> [Your objective] Nothing but the lines below between the line holding "index tip: (369, 212)" and the line holding "index pip: (531, 423)", inclusive, should appear in the answer, each set down exactly.

Top of Data for the task

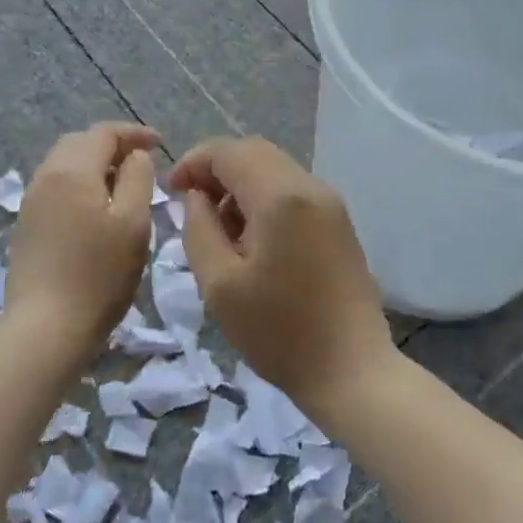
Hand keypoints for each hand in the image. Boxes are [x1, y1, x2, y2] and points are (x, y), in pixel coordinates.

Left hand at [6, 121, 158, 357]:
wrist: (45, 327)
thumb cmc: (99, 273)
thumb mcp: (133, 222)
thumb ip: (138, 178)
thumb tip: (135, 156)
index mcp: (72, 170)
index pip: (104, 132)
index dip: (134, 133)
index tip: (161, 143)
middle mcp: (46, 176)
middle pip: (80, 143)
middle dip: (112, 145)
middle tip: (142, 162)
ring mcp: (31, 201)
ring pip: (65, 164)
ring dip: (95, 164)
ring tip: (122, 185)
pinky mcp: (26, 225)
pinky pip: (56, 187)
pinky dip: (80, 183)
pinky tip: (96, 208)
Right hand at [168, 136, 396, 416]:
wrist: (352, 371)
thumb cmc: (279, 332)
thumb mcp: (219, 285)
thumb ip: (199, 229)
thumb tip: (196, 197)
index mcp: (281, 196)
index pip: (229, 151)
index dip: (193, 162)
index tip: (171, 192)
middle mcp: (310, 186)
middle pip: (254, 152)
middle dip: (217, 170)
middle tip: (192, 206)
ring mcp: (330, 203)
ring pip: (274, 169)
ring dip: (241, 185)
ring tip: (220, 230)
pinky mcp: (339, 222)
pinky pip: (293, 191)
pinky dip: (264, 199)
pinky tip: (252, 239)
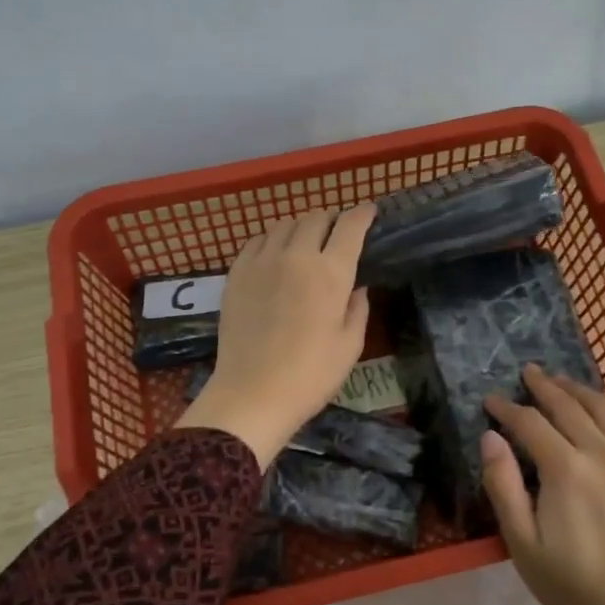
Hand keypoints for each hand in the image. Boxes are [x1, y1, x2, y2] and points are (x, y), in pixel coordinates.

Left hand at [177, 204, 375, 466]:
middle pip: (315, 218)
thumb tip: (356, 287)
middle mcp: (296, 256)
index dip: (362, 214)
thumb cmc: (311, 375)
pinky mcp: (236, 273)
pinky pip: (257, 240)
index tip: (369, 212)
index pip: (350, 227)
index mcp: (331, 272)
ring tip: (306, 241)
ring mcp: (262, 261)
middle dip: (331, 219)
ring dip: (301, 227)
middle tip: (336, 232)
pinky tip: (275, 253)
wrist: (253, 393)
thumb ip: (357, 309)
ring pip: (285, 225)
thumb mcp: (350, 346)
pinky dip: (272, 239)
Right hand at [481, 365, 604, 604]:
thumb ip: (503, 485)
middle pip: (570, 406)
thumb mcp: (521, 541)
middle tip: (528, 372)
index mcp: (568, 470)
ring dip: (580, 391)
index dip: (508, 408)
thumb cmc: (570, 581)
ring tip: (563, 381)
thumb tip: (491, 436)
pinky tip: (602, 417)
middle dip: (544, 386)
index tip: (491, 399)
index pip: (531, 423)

Bottom of Data for the task
Top of Data for the task

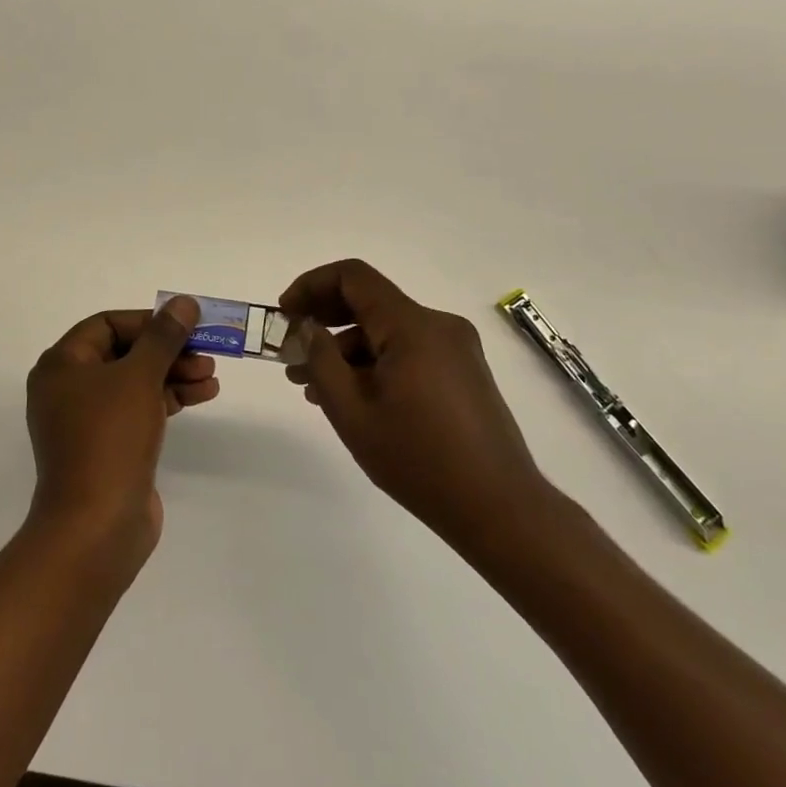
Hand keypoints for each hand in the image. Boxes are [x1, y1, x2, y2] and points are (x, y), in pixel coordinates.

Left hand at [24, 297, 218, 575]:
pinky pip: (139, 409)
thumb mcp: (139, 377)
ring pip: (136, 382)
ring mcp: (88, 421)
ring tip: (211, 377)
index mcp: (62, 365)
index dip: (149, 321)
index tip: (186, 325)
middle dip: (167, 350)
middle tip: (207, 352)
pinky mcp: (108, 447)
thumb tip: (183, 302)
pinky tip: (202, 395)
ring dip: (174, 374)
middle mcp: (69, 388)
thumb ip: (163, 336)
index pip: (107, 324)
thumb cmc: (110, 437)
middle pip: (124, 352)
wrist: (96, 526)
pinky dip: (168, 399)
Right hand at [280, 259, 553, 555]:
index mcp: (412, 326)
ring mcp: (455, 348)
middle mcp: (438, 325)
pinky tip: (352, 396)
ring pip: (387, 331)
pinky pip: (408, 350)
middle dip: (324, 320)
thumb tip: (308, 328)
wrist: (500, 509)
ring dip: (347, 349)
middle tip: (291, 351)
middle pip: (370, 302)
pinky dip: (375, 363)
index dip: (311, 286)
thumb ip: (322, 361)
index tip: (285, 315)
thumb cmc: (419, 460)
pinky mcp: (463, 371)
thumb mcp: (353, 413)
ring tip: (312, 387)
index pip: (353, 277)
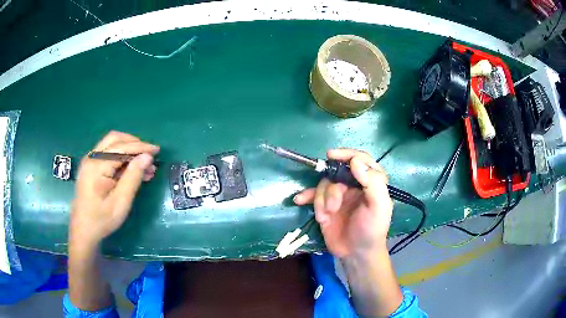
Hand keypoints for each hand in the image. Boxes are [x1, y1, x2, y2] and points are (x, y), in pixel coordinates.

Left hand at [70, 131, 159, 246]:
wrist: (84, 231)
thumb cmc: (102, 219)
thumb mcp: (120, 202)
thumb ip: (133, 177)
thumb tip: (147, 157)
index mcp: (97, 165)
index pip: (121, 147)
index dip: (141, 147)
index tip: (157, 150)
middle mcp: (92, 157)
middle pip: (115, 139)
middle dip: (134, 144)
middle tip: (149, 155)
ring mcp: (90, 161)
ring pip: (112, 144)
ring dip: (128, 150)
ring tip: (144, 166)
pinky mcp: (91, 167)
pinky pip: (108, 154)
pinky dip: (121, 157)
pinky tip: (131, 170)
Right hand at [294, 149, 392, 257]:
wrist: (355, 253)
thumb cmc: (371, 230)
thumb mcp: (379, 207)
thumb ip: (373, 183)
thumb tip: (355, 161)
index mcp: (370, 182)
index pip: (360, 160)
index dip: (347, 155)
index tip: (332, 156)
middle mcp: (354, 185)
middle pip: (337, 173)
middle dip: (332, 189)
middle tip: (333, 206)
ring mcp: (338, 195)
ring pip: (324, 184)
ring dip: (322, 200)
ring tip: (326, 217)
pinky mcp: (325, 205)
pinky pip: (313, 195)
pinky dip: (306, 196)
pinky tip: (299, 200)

Bottom of Data for the task

> [Task answer]
index tip: (369, 212)
index pip: (350, 227)
index mcp: (331, 272)
ring tip: (306, 241)
ring mcp: (262, 261)
middle dip: (331, 219)
ring dip: (301, 227)
middle tip: (336, 232)
pinky tip: (275, 253)
wrist: (253, 393)
thumb ip: (357, 309)
ring pip: (285, 225)
thumb mcp: (350, 346)
pinky dip: (272, 239)
Right hand at [481, 365, 604, 604]:
thumb ip: (503, 485)
middle pip: (570, 406)
thumb mcp: (521, 541)
middle tip: (528, 372)
index mcp: (568, 470)
ring dip: (580, 391)
index dip: (508, 408)
thumb cmc: (570, 581)
ring tip: (563, 381)
thumb tip: (491, 436)
pinky tip: (602, 417)
middle dip: (544, 386)
index tip: (491, 399)
index pip: (531, 423)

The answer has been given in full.